Top of PROVIDED ENTRIES
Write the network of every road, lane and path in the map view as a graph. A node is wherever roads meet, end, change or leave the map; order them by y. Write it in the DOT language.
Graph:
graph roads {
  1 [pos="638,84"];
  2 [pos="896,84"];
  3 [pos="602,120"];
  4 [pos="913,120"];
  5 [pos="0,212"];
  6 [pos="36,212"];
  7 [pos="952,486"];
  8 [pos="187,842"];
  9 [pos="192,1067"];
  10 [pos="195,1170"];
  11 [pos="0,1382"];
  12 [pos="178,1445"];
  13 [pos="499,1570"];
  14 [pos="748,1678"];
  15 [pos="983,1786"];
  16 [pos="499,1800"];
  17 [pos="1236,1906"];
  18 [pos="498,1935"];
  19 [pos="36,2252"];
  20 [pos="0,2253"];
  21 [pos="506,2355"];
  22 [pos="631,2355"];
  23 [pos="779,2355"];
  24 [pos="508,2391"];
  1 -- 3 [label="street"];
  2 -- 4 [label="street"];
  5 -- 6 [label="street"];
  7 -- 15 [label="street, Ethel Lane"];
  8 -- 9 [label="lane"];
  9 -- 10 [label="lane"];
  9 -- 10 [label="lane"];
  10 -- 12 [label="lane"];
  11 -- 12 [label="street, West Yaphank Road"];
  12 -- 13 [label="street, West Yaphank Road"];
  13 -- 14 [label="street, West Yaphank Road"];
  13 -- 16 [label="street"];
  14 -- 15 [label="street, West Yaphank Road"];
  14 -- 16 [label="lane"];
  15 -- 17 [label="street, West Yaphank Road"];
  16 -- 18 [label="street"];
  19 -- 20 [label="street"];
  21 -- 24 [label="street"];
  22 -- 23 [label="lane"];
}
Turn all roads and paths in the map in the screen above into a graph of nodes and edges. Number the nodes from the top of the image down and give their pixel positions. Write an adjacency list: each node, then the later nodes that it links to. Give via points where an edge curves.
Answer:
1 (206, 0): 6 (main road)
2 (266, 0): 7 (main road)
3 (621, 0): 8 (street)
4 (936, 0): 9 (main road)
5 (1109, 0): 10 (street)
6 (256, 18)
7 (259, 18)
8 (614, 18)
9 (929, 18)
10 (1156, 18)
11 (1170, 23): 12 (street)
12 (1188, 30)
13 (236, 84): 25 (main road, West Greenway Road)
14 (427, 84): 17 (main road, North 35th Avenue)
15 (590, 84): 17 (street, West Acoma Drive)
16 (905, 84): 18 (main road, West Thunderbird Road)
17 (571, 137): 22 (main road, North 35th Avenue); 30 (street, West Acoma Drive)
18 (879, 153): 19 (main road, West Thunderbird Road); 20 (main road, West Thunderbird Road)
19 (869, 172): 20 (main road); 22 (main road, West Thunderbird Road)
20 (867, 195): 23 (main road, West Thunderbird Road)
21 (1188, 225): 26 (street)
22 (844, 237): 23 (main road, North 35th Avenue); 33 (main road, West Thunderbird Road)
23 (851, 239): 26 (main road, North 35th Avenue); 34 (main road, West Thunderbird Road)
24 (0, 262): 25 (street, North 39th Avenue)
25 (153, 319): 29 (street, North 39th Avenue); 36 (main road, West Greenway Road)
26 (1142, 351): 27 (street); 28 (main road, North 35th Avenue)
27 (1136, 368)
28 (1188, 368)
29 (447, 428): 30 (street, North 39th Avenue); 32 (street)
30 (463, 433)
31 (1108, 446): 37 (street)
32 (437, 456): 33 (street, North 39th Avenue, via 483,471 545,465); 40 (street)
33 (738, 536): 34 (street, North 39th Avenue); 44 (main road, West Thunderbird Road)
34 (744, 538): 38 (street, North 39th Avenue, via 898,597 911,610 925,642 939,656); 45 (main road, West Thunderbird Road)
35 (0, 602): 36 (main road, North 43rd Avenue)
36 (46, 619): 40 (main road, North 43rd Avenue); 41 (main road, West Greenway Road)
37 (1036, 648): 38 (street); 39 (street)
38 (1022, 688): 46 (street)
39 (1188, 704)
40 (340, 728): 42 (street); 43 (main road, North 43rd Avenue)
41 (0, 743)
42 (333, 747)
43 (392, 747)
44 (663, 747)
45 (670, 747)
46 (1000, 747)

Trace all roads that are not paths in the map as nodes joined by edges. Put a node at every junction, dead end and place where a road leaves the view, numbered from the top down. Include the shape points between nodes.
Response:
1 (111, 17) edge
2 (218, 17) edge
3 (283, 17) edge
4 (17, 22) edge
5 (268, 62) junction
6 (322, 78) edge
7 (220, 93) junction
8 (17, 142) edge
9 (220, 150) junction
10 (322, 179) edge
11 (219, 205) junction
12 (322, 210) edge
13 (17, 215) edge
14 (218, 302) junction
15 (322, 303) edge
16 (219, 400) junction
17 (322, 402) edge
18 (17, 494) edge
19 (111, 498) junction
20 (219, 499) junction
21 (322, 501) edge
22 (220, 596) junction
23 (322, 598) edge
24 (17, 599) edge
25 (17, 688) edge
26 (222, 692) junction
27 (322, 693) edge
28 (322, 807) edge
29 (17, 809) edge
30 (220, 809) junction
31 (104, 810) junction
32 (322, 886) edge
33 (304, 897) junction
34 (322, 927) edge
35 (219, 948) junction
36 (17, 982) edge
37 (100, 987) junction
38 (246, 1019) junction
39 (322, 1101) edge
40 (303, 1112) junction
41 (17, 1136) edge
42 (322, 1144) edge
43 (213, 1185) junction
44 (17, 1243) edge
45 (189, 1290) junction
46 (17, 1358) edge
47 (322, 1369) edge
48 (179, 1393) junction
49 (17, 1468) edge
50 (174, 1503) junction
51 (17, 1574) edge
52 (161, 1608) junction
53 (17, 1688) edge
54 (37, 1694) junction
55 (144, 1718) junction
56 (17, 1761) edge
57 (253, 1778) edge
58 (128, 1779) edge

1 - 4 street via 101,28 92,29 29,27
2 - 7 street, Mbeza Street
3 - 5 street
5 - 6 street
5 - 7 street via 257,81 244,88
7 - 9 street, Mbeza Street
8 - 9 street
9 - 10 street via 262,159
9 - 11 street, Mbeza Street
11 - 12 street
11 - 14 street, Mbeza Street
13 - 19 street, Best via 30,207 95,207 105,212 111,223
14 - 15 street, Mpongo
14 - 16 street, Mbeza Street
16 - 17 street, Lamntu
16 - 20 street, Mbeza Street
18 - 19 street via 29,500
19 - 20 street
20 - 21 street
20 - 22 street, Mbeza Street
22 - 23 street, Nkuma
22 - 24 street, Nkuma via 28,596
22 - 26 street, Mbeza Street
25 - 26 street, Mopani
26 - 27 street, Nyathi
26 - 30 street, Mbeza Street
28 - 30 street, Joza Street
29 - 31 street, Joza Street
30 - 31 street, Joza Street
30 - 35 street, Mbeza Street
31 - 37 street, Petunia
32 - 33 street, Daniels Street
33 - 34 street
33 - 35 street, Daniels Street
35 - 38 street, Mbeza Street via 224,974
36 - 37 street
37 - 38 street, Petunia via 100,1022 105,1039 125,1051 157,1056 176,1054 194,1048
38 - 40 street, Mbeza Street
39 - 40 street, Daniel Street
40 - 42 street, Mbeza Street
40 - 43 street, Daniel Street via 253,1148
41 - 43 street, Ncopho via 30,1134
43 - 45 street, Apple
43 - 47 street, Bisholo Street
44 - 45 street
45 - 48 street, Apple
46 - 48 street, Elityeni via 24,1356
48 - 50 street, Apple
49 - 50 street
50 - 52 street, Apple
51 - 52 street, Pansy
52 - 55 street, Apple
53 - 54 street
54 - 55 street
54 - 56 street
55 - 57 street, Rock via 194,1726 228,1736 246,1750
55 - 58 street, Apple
Bottom of PROVIDED ENTRIES
▶ [TASK STATEMENT] Going through the data above, please tally the lines that contain the string "Petunia" and return only the total.

▶ [COMPLETED TASK] 2